▶ _Problem to work on_: Repeat the material exactly from its first line to the line that includes "Which roads connect". Skip pictures.

◆ ◆ ◆ ◆

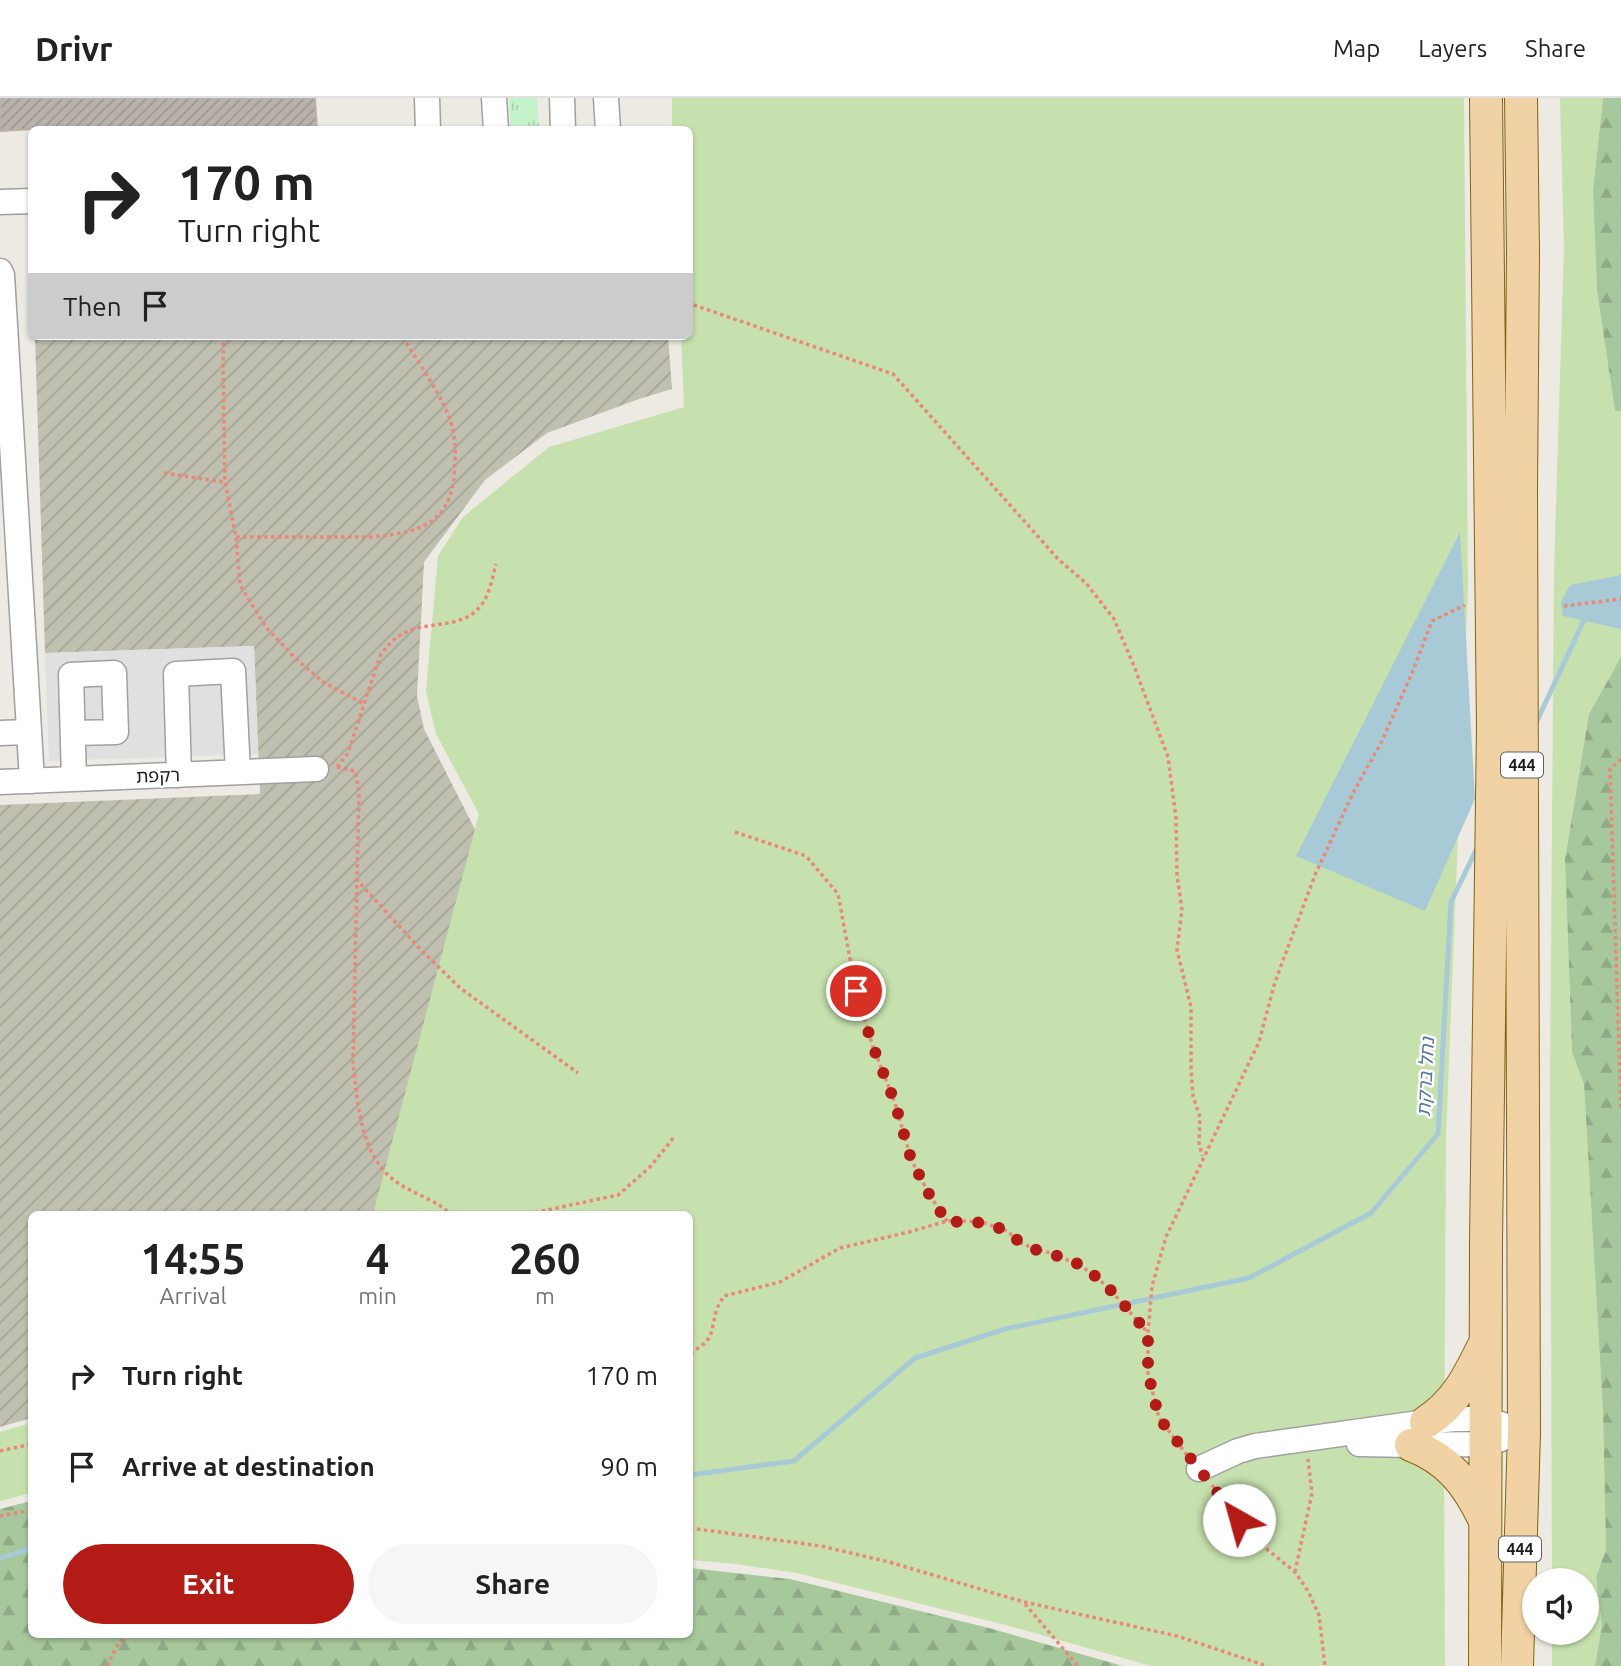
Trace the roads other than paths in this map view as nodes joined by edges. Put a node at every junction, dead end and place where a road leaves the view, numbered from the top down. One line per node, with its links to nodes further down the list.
1 (427, 98): 7 (street)
2 (494, 98): 8 (street)
3 (562, 98): 9 (street)
4 (606, 98): 10 (street)
5 (1486, 98): 23 (main road, 444)
6 (1521, 98): 25 (main road, 444)
7 (428, 126)
8 (496, 126)
9 (563, 126)
10 (608, 126)
11 (28, 201): 12 (street)
12 (0, 202)
13 (0, 271): 14 (street)
14 (29, 732): 15 (street); 21 (street)
15 (0, 733)
16 (73, 733): 20 (street)
17 (326, 768): 18 (street, רקפת)
18 (239, 772): 19 (street, רקפת); 19 (street)
19 (179, 775): 20 (street, רקפת)
20 (74, 779): 21 (street, רקפת)
21 (32, 781): 22 (street, רקפת)
22 (0, 782)
23 (1486, 1342): 24 (main road, 444); 26 (main road)
24 (1485, 1431): 25 (street); 26 (street); 29 (main road, 444)
25 (1524, 1432): 31 (main road, 444)
26 (1418, 1434): 27 (street); 27 (street); 29 (main road)
27 (1278, 1442): 28 (street)
28 (1199, 1469)
29 (1485, 1522): 30 (main road, 444)
30 (1485, 1666)
31 (1517, 1666)

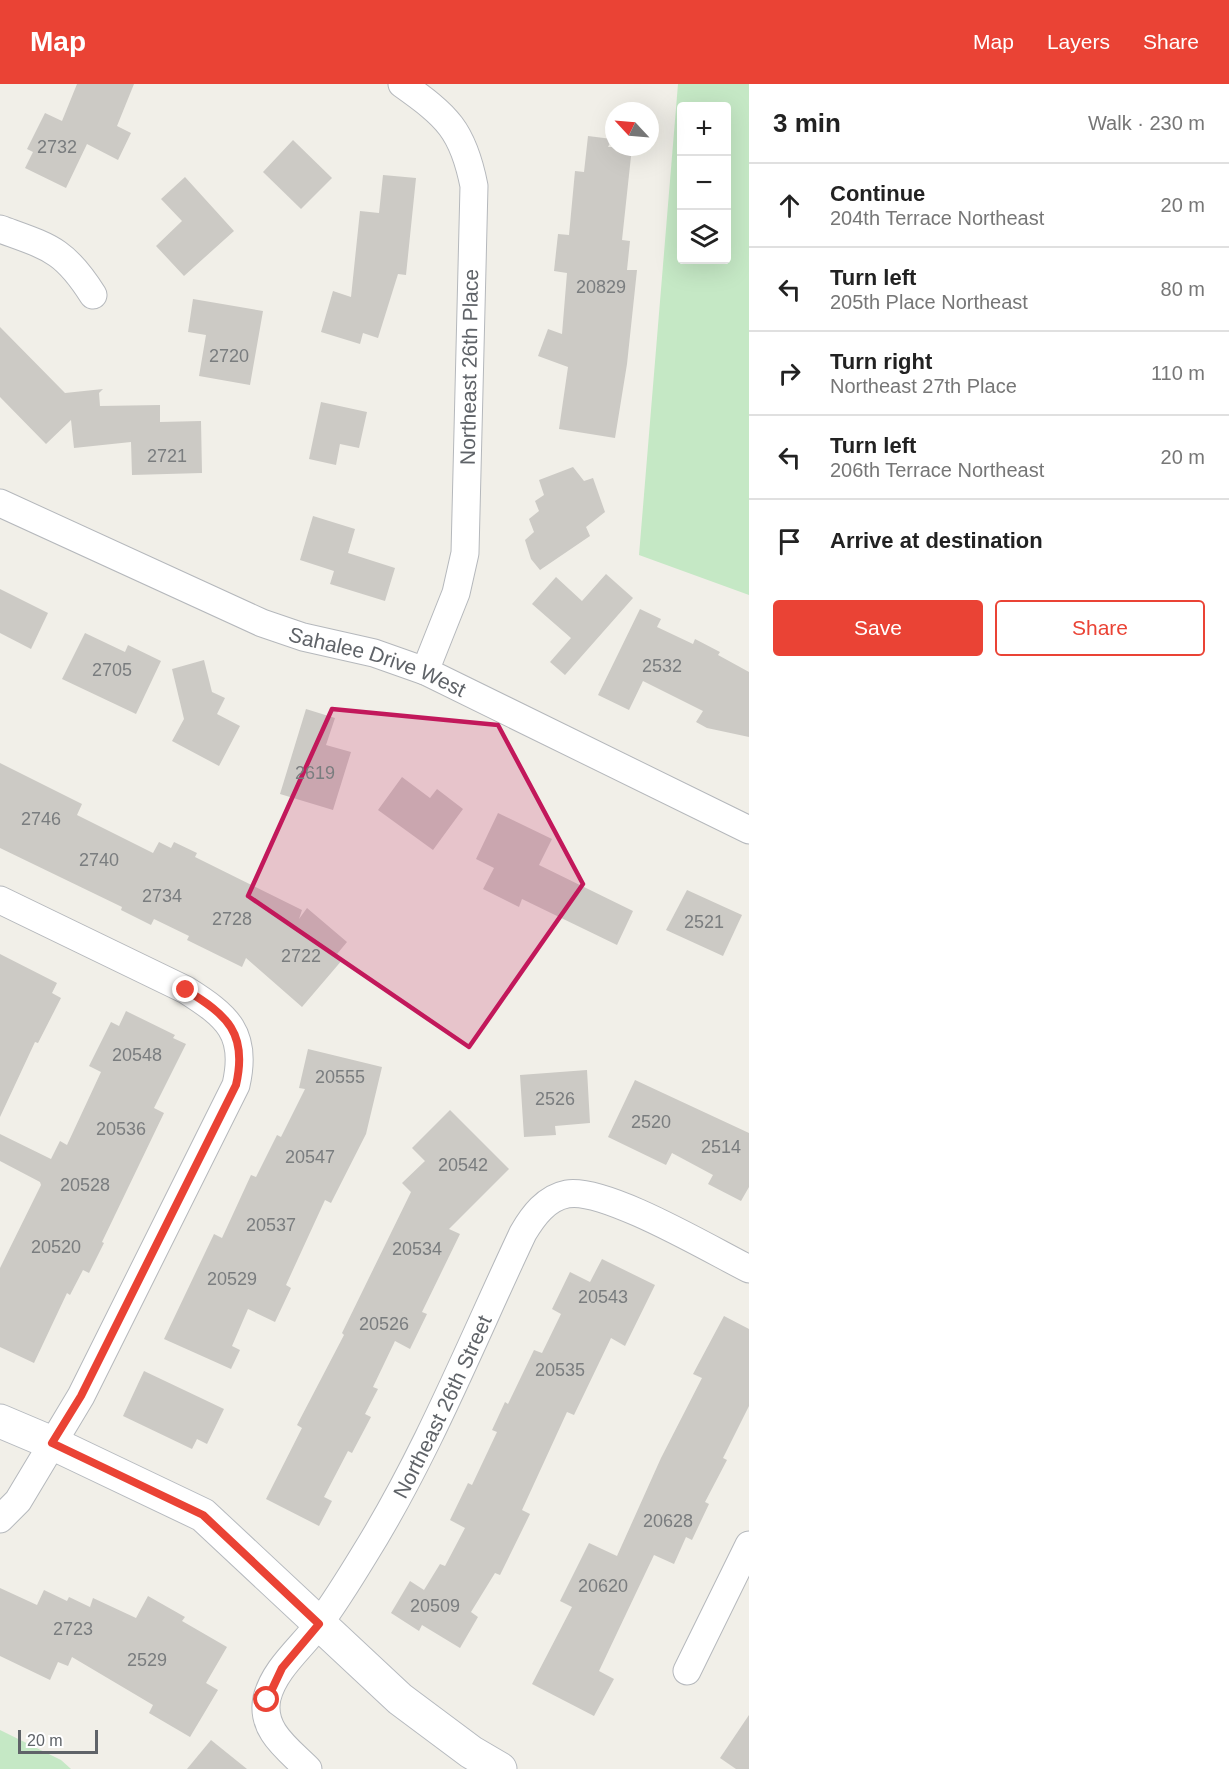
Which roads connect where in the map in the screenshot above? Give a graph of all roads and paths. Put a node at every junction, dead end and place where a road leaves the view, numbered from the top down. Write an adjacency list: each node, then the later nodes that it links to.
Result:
1 (402, 84): 5 (street, Northeast 26th Place)
2 (0, 229): 3 (street)
3 (93, 295)
4 (0, 503): 5 (street, Sahalee Drive West)
5 (425, 671): 6 (street, Sahalee Drive West)
6 (749, 830)
7 (0, 900): 10 (street)
8 (749, 1269): 13 (street, Northeast 26th Street)
9 (0, 1421): 10 (street)
10 (52, 1443): 11 (street); 13 (street)
11 (0, 1519)
12 (749, 1545): 14 (street)
13 (319, 1624): 15 (street, Northeast 26th Street); 16 (street)
14 (687, 1671)
15 (308, 1769)
16 (500, 1769)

◆ ◆ ◆ ◆

▶ _Answer to the problem_:
Trace the roads other than paths in this map view as nodes joined by edges. Put a node at every junction, dead end and place where a road leaves the view, numbered from the top down. One line per node, with its links to nodes further down the list.
1 (427, 98): 7 (street)
2 (494, 98): 8 (street)
3 (562, 98): 9 (street)
4 (606, 98): 10 (street)
5 (1486, 98): 23 (main road, 444)
6 (1521, 98): 25 (main road, 444)
7 (428, 126)
8 (496, 126)
9 (563, 126)
10 (608, 126)
11 (28, 201): 12 (street)
12 (0, 202)
13 (0, 271): 14 (street)
14 (29, 732): 15 (street); 21 (street)
15 (0, 733)
16 (73, 733): 20 (street)
17 (326, 768): 18 (street, רקפת)
18 (239, 772): 19 (street, רקפת); 19 (street)
19 (179, 775): 20 (street, רקפת)
20 (74, 779): 21 (street, רקפת)
21 (32, 781): 22 (street, רקפת)
22 (0, 782)
23 (1486, 1342): 24 (main road, 444); 26 (main road)
24 (1485, 1431): 25 (street); 26 (street); 29 (main road, 444)
25 (1524, 1432): 31 (main road, 444)
26 (1418, 1434): 27 (street); 27 (street); 29 (main road)
27 (1278, 1442): 28 (street)
28 (1199, 1469)
29 (1485, 1522): 30 (main road, 444)
30 (1485, 1666)
31 (1517, 1666)

Which roads connect where in the map in the screenshot above? Give a graph of all roads and paths. Put a node at every junction, dead end and place where a road leaves the view, numbered from the top down. Write an adjacency list: each node, then the later nodes that it links to.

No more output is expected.